Related to https://issues.redhat.com/browse/NE-199 (Red Hat internal).

wking · 2020-08-18T03:58:12Z

+## Proposal
+
+Once the Ingress Operator has successfully deployed an [Ingress Controller](https://github.com/openshift/cluster-ingress-operator/blob/master/README.md)
+within a cluster, the Ingress Operator will spawn a simple HTTP echo container, such as [Hello Openshift](https://hub.docker.com/r/openshift/hello-openshift/).


Before moving in this direction, we probably want to get hello-openshift images for different architectures (rhbz#1766287). Although I guess we'll be adding this image to the core images referenced from the release image, so it gets mirrored into disconnected environments, and in that case ART's current arch-specific images feeding arch-specific release images should cover the arch issue.

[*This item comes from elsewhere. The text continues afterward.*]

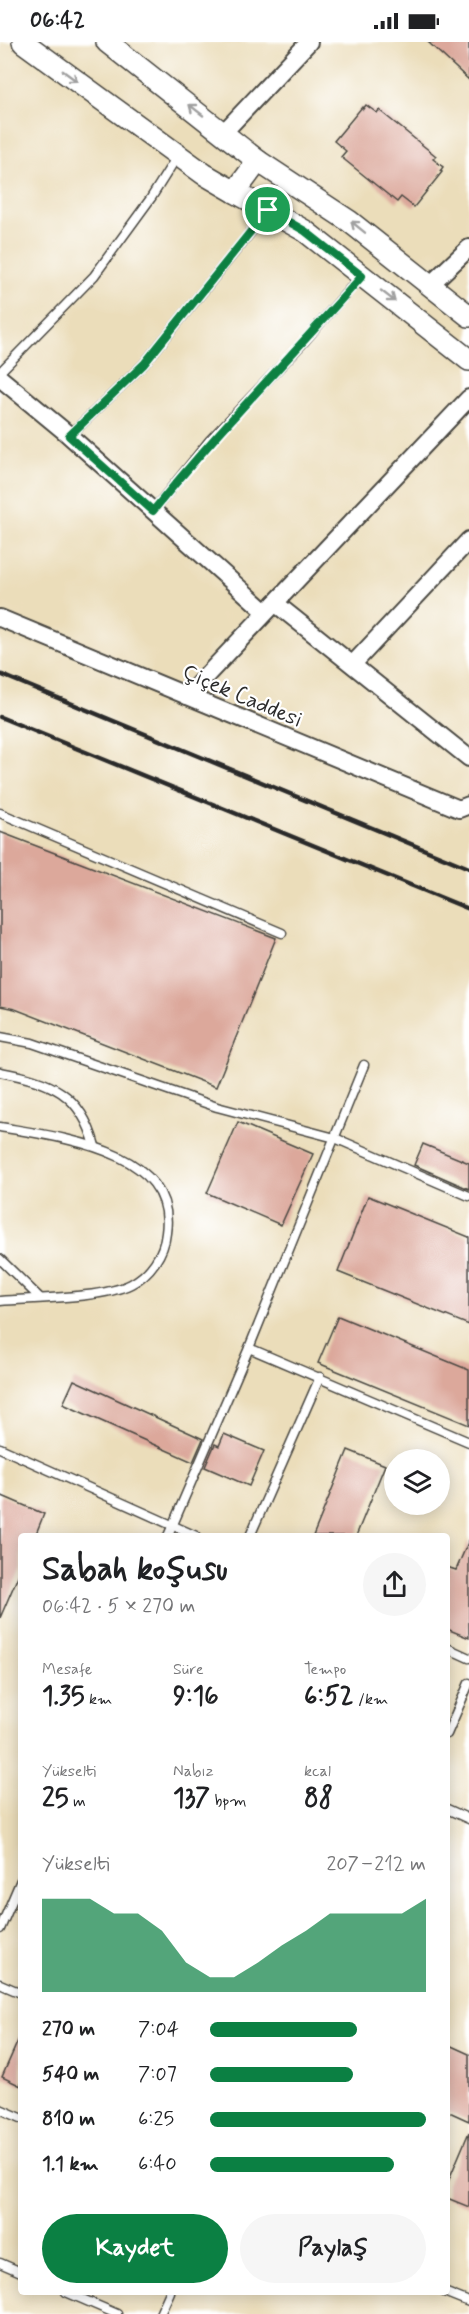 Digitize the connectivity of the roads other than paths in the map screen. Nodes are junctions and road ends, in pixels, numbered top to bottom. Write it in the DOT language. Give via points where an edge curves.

@wking thanks for bringing this concern to my attention. I feel that hello-openshift should become a part of the release image if and when we go forward with this proposal, given that hello-openshift is only ~ 6 mb in size, and that it is useful as a testing application for OCP users.

Alternatively, the Ingress fault detection setup could use a base image already included within the release image, and create a simple socat echo server at runtime on top of the base image, as seen in the router's CI. I would prefer to have hello-openshift available, but I am mentioning this method of creating an echo container if getting hello-openshift into the release image turns out to be problematic.

I wish I'd caught this before (alas), but hello-openshift probably shouldn't have been chosen. I would have expected the ingress operator image to contain an alternate command that exposed a specific HTTP server, and the operator image to start that variant.

I'd like to see us remove hello-openshift in a future release and switch to using a command off the operator (ingress-operator serve-healthcheck) with the appropriate inside the operator binary. Teams should use their operator images and operator commands as swiss army knives for this sort of internal testing.

I see. @wking correct me if im wrong, but there was some other motivation besides this enhancement for adding hello-openshift to the relase image, correct?
That being said, the ingress-operator could certainly switch over to an alternative command baked into the ingress-operators image. Just wondering if other components (cluster-samples?) would also be affected by the removal of hello-openshift from future release images.

Trevor may have been referring to the docker problem - that was fixed in a different way (e2e tests verifying http should be using the agnhost image provided by kube), and hello-openshift was purged from there.

I don't know of any reason in product it should remain and I'd like to see it excised. Operators doing testing should test using a known quantity (a subcommand they check), not a general purpose example image that can't be changed to exercise test behavior.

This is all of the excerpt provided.